Gloucester 22

Development
- Designer: Stuart Windley and Harry R. Sindle
- Location: United States
- Year: 1983
- No. built: 100
- Builder: Gloucester Yachts
- Role: Cruiser

Boat
- Displacement: 2,400 lb (1,089 kg)
- Draft: 4.92 ft (1.50 m) with centerboard down

Hull
- Type: monohull
- Construction: fiberglass
- LOA: 21.67 ft (6.61 m)
- LWL: 18.67 ft (5.69 m)
- Beam: 8.00 ft (2.44 m)
- Engine: outboard motor

Hull appendages
- Keel: stub keel and centerboard
- Ballast: 800 lb (363 kg)
- Rudder: transom-mounted rudder

Rig
- Rig type: Bermuda rig
- I foretriangle height: 25.50 ft (7.77 m)
- J foretriangle base: 8.50 ft (2.59 m)
- P mainsail luff: 24.00 ft (7.32 m)
- E mainsail foot: 9.00 ft (2.74 m)

Sails
- Sailplan: fractional rigged sloop
- Mainsail area: 108.00 sq ft (10.034 m^{2})
- Jib/genoa area: 108.38 sq ft (10.069 m^{2})
- Total sail area: 216.38 sq ft (20.102 m^{2})

Racing
- PHRF: 186

= Gloucester 22 =

1980s US recreational keelboat

The Gloucester 22 is a recreational keelboat built by Gloucester Yachts in the United States from 1983 until 1988, with 100 examples built.

==Design==
It is a development of the 1978 Lockley-Newport LN 23. It was developed into the Classic 22 (Windley) in 1990 and built by Classic Yachts of Chanute, Kansas, until 2000.

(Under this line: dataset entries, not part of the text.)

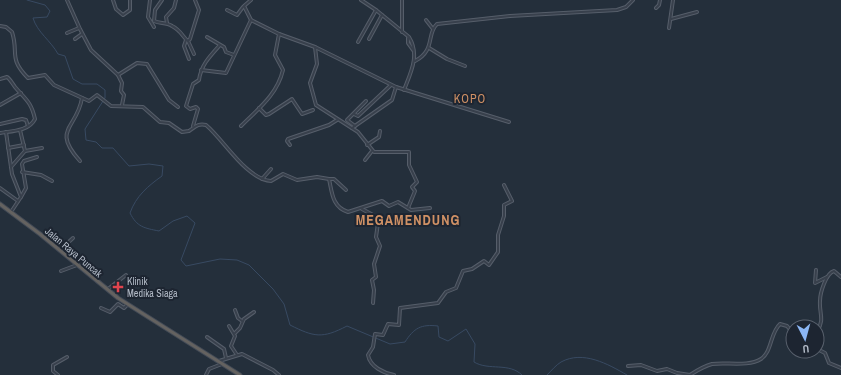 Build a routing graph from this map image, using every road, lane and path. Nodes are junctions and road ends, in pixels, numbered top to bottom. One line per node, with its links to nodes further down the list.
1 (67, 0): 26 (street)
2 (113, 0): 3 (street)
3 (130, 0)
4 (150, 0): 25 (street)
5 (162, 0): 23 (street)
6 (176, 0): 23 (street)
7 (195, 0): 36 (street)
8 (251, 0): 14 (street)
9 (361, 0): 17 (street)
10 (402, 0): 29 (street)
11 (633, 0): 28 (street)
12 (660, 0): 15 (street)
13 (673, 0): 20 (street)
14 (244, 6): 16 (street); 21 (street)
15 (656, 8)
16 (226, 10)
17 (376, 10): 19 (street); 37 (street)
18 (697, 12): 20 (street)
19 (382, 15): 29 (street); 35 (street)
20 (671, 19): 27 (street)
21 (251, 20): 32 (street); 42 (street)
22 (426, 20): 28 (street)
23 (168, 23): 36 (street)
24 (0, 26): 53 (street)
25 (154, 27)
26 (79, 28): 30 (street); 31 (street)
27 (669, 28)
28 (433, 29): 40 (street)
29 (402, 32): 44 (street)
30 (67, 33)
31 (82, 34): 34 (street); 47 (street)
32 (279, 34): 39 (street); 58 (street)
33 (207, 37): 38 (street)
34 (75, 39)
35 (369, 39)
36 (187, 40): 41 (street); 43 (street)
37 (358, 42)
38 (220, 45): 42 (street); 46 (street)
39 (315, 47): 49 (street); 63 (street)
40 (428, 48): 44 (street); 45 (street)
41 (194, 54)
42 (234, 55): 46 (street)
43 (188, 59)
44 (415, 61): 51 (street)
45 (465, 66)
46 (201, 70): 67 (street)
47 (118, 74): 56 (street); 57 (street)
48 (0, 79): 52 (street)
49 (391, 85): 50 (street); 61 (street)
50 (396, 87): 51 (street); 69 (street)
51 (404, 90): 64 (street)
52 (22, 93): 55 (street); 66 (street)
53 (82, 98): 56 (street); 84 (street)
54 (366, 101): 59 (street)
55 (0, 105)
56 (122, 105): 67 (street)
57 (178, 107)
58 (259, 108): 60 (street); 68 (street)
59 (359, 108): 61 (street); 62 (street)
60 (313, 110)
61 (363, 111): 62 (street)
62 (354, 114): 69 (street)
63 (337, 120): 70 (street); 76 (street)
64 (509, 122)
65 (0, 124): 66 (street)
66 (28, 126): 71 (street)
67 (193, 126): 88 (street)
68 (241, 126)
69 (355, 126): 70 (street)
70 (352, 128): 77 (street)
71 (20, 130): 73 (street); 75 (street)
72 (380, 131): 77 (street)
73 (6, 132): 74 (street); 78 (street)
74 (0, 133)
75 (24, 145): 78 (street); 80 (street)
76 (290, 145)
77 (367, 145): 81 (street)
78 (8, 148): 85 (street)
79 (42, 148): 80 (street)
80 (25, 151): 85 (street)
81 (372, 151): 83 (street); 97 (street)
82 (37, 157): 87 (street)
83 (365, 160)
84 (80, 161)
85 (11, 167): 94 (street)
86 (271, 169): 88 (street)
87 (22, 172): 90 (street); 94 (street)
88 (263, 178): 89 (street)
89 (329, 179): 93 (street); 99 (street)
90 (52, 181)
91 (504, 185): 129 (street)
92 (0, 188): 95 (street)
93 (346, 190)
94 (21, 197): 95 (street)
95 (18, 201): 100 (street)
96 (0, 204): 100 (highway, Jalan Raya Puncak)
97 (408, 208): 98 (street); 99 (street)
98 (430, 208)
99 (361, 209): 110 (street)
100 (10, 212): 102 (highway, Jalan Raya Puncak)
101 (73, 238): 102 (street)
102 (60, 250): 103 (highway, Jalan Raya Puncak)
103 (77, 265): 105 (street); 109 (highway, Jalan Raya Puncak)
104 (816, 270): 107 (street)
105 (61, 271)
106 (126, 275): 109 (street)
107 (828, 277): 108 (street); 115 (street)
108 (841, 277)
109 (107, 290): 111 (highway, Jalan Raya Puncak)
110 (373, 303)
111 (127, 305): 112 (street); 125 (highway, Jalan Raya Puncak)
112 (102, 308)
113 (235, 310): 116 (street)
114 (254, 312): 116 (street)
115 (822, 319)
116 (242, 321): 119 (street)
117 (785, 325): 135 (street)
118 (229, 326): 119 (street)
119 (235, 334): 122 (street)
120 (207, 337): 124 (street)
121 (825, 353): 128 (street)
122 (237, 355): 124 (street); 133 (street)
123 (66, 357): 130 (street)
124 (226, 358): 125 (street)
125 (218, 361): 126 (highway, Jalan Raya Puncak)
126 (222, 364): 131 (street); 132 (highway, Jalan Raya Puncak)
127 (628, 366): 135 (street)
128 (841, 368)
129 (386, 374): 134 (street)
130 (58, 375)
131 (206, 375)
132 (240, 375)
133 (279, 375)
134 (394, 375)
135 (690, 375)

The fiberglass hull has a raked stem, a plumb transom, a transom-hung rudder controlled by a tiller and a fixed stub keel, with a retractable centerboard. The boat has a draft of 4.92 ft with the centerboard extended and 1.67 ft with it retracted. It has a hull speed of 5.8 kn.

The design has sleeping accommodation for four people, with a double "V"-berth in the bow cabin and a two straight settee berths in the main cabin. The slide-out galley is located on the starboard side just aft of the companionway ladder. The galley is equipped with a two-burner stove. Cabin headroom is 52 in.

It has a fractional sloop rig.

==Reception==
In a 2010 review Steve Henkel wrote, "This vessel ... represents a genre of relatively lightweight and bare-bones designs that can be produced and sold relatively cheaply. Best features: She has the lowest minimum draft with board up compared with her comp[etitor]s, good for exploring shoal waters under power—though ... her stub keel keeps her from being in the easiest group for trailer launching and retrieving. Her high-aspect centerboard drops down to give her a draft of almost five feet, giving good performance to windward. She has six opening ports plus a small ventilation hatch forward, an advantage in sultry weather. Worst features: Construction is only so-so, as the boat is targeted to a thrifty audience. The low cost is obtained partly by offering what is usually standard equipment as optional. A pivoting rudder is optional, but should have been standard; there is danger of clipping it off as it extends below the board-up keel draft."